/---

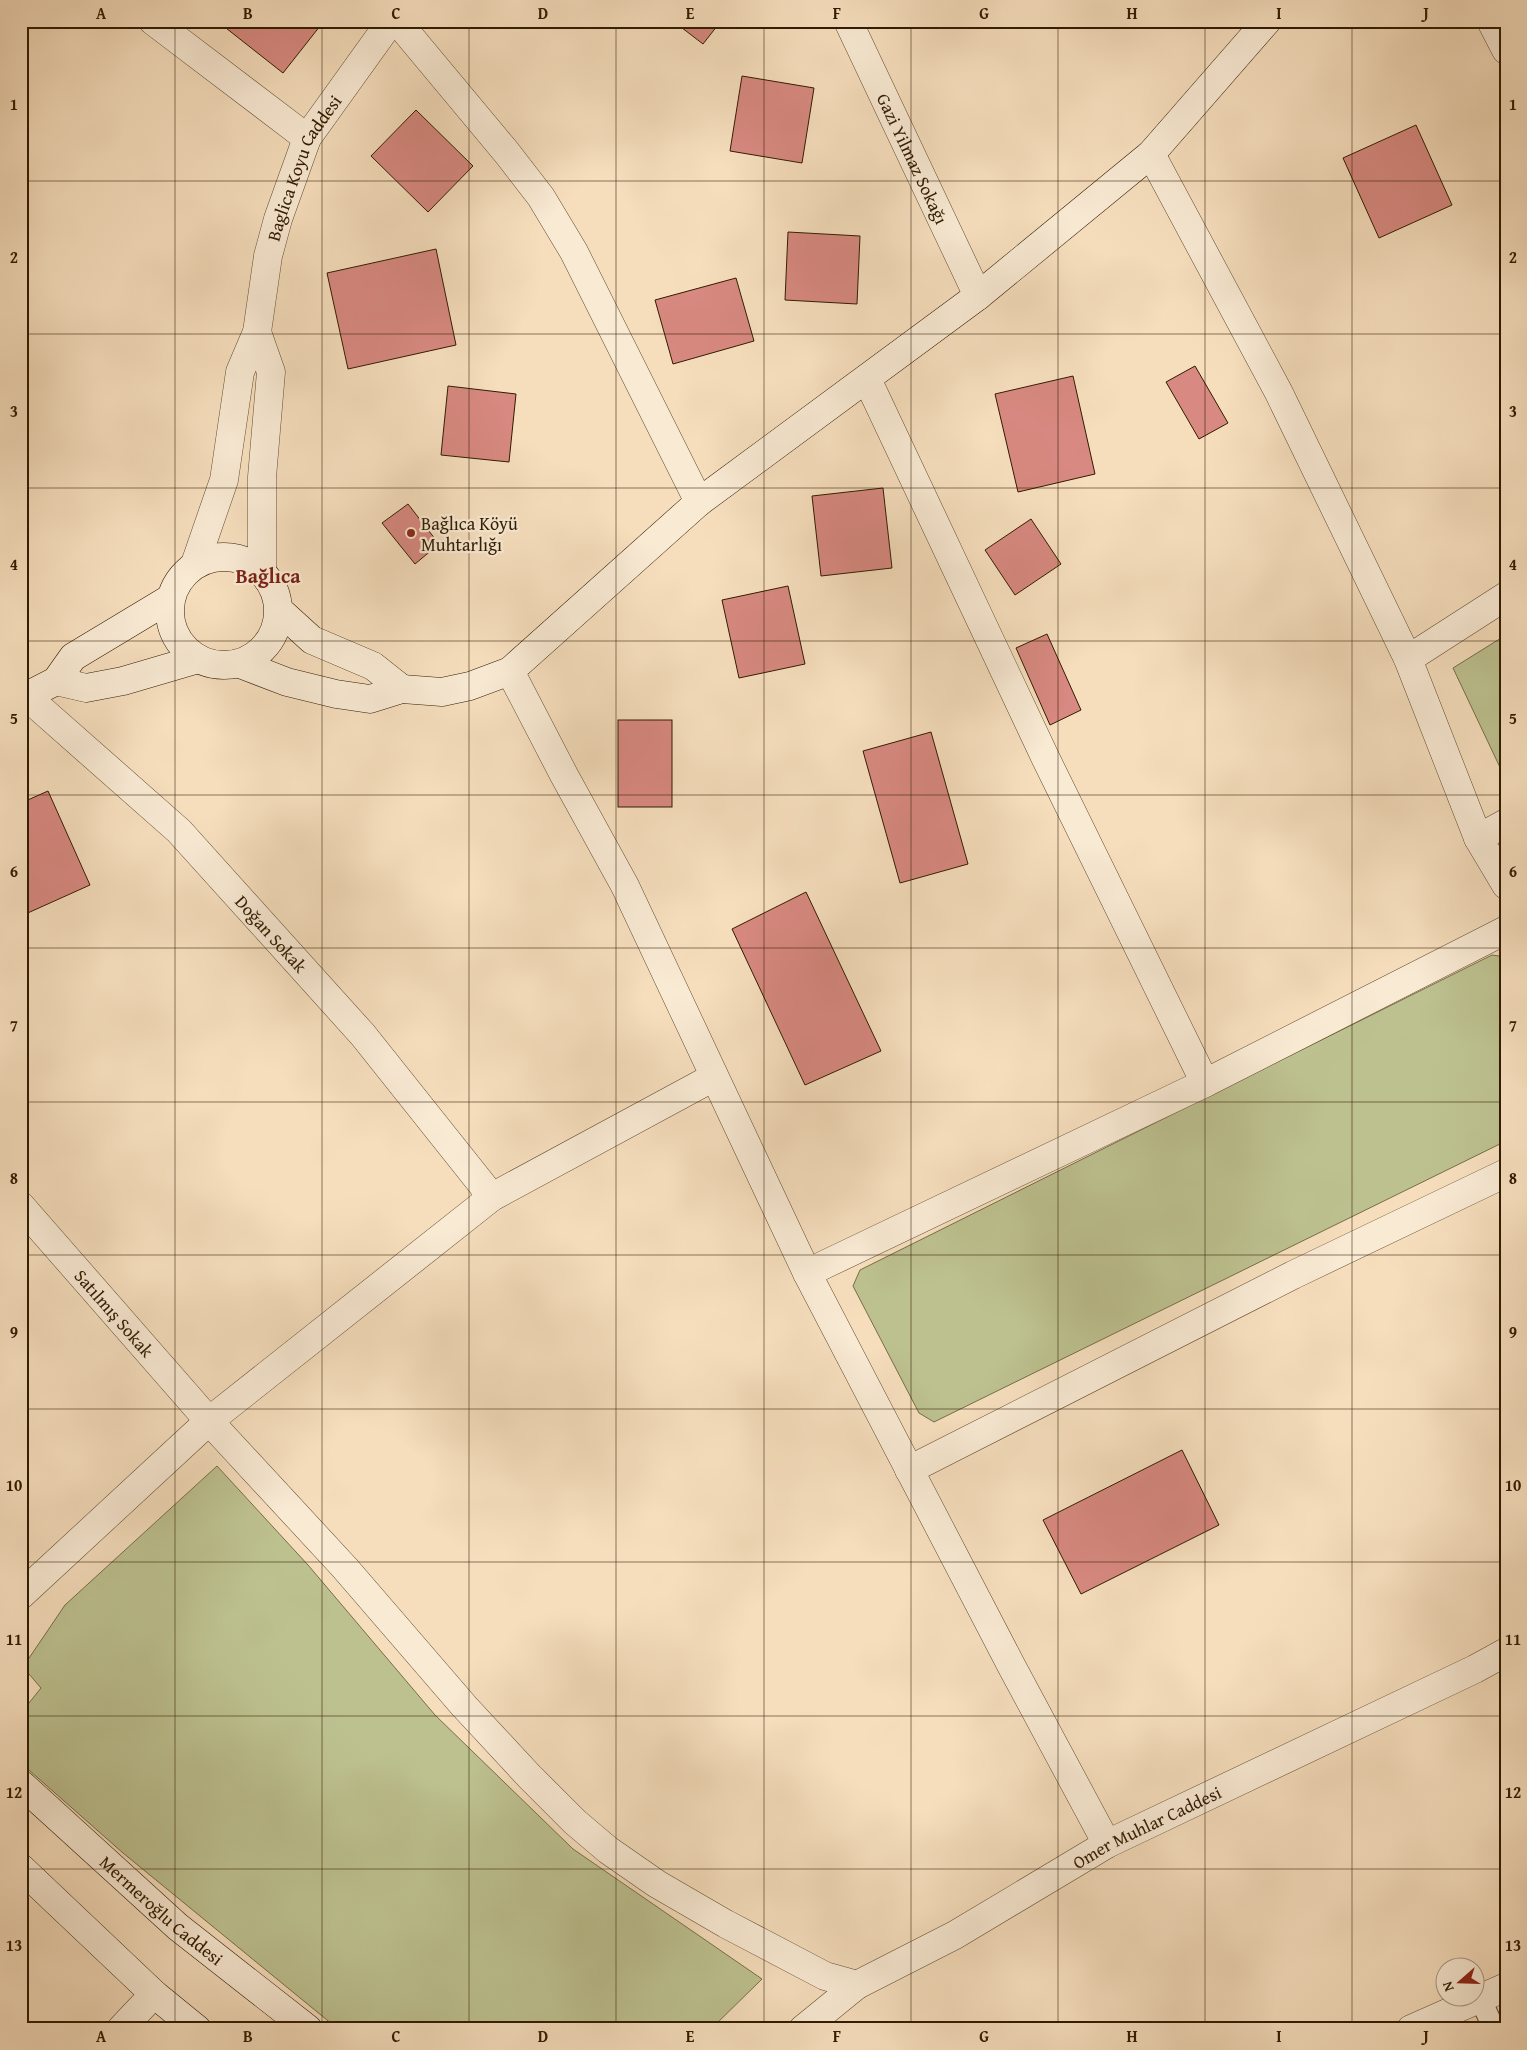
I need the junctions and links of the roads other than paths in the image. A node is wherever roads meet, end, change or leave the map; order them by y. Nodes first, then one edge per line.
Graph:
1 (152, 21) edge
2 (391, 21) edge
3 (398, 21) edge
4 (848, 21) edge
5 (1267, 21) edge
6 (1491, 21) edge
7 (1506, 50) edge
8 (306, 138) junction
9 (1151, 154) junction
10 (978, 296) junction
11 (257, 332) junction
12 (867, 379) junction
13 (699, 502) junction
14 (196, 564) junction
15 (262, 572) junction
16 (1506, 596) edge
17 (171, 598) junction
18 (279, 610) junction
19 (198, 659) junction
20 (1408, 659) junction
21 (240, 664) junction
22 (510, 670) junction
23 (56, 681) junction
24 (402, 688) junction
25 (24, 697) edge
26 (1506, 823) edge
27 (1478, 838) junction
28 (1506, 885) edge
29 (1506, 930) edge
30 (714, 1077) junction
31 (1205, 1083) junction
32 (1506, 1173) edge
33 (492, 1197) junction
34 (21, 1206) edge
35 (807, 1273) junction
36 (209, 1421) junction
37 (908, 1470) junction
38 (21, 1594) edge
39 (1506, 1652) edge
40 (21, 1784) edge
41 (1107, 1844) junction
42 (21, 1868) edge
43 (857, 1985) junction
44 (1506, 1987) edge
45 (154, 1994) junction
46 (1484, 1996) edge
47 (1484, 2007) edge
48 (1458, 2008) edge
49 (121, 2029) edge
50 (197, 2029) edge
51 (308, 2029) edge
52 (803, 2029) edge
53 (1411, 2029) edge
54 (1494, 2029) edge

1 - 8 street
2 - 8 street, Baglica Koyu Caddesi
3 - 13 street
4 - 10 street, Gazi Yilmaz Sokağı
5 - 9 street
6 - 7 street
8 - 11 street, Baglica Koyu Caddesi
9 - 10 street
9 - 20 street
10 - 12 street
11 - 14 street
11 - 15 street
12 - 13 street
12 - 31 street
13 - 22 street
14 - 15 street
14 - 17 street
15 - 18 street
16 - 20 street
17 - 19 street
17 - 23 street
18 - 21 street
18 - 24 street
19 - 21 street
19 - 23 street
20 - 27 street
21 - 24 street
22 - 24 street
22 - 30 street
23 - 25 street
25 - 33 street, Doğan Sokak
26 - 27 street
27 - 28 street
29 - 31 street
30 - 33 street
30 - 35 street
31 - 35 street
32 - 37 street
33 - 36 street
34 - 36 street, Satılmış Sokak
35 - 37 street
36 - 38 street
36 - 43 street, Satılmış Sokak
37 - 41 street
39 - 41 street, Omer Muhlar Caddesi
40 - 51 street, Mermeroğlu Caddesi
41 - 43 street, Omer Muhlar Caddesi
42 - 45 street
43 - 52 street, Omer Muhlar Caddesi
44 - 46 street
45 - 49 street
45 - 50 street
47 - 54 lane
48 - 53 street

\---

**Task directions:** The number alone, please: how many lines in the data contain the string "Omer"?

**Solution for this exercise:** 3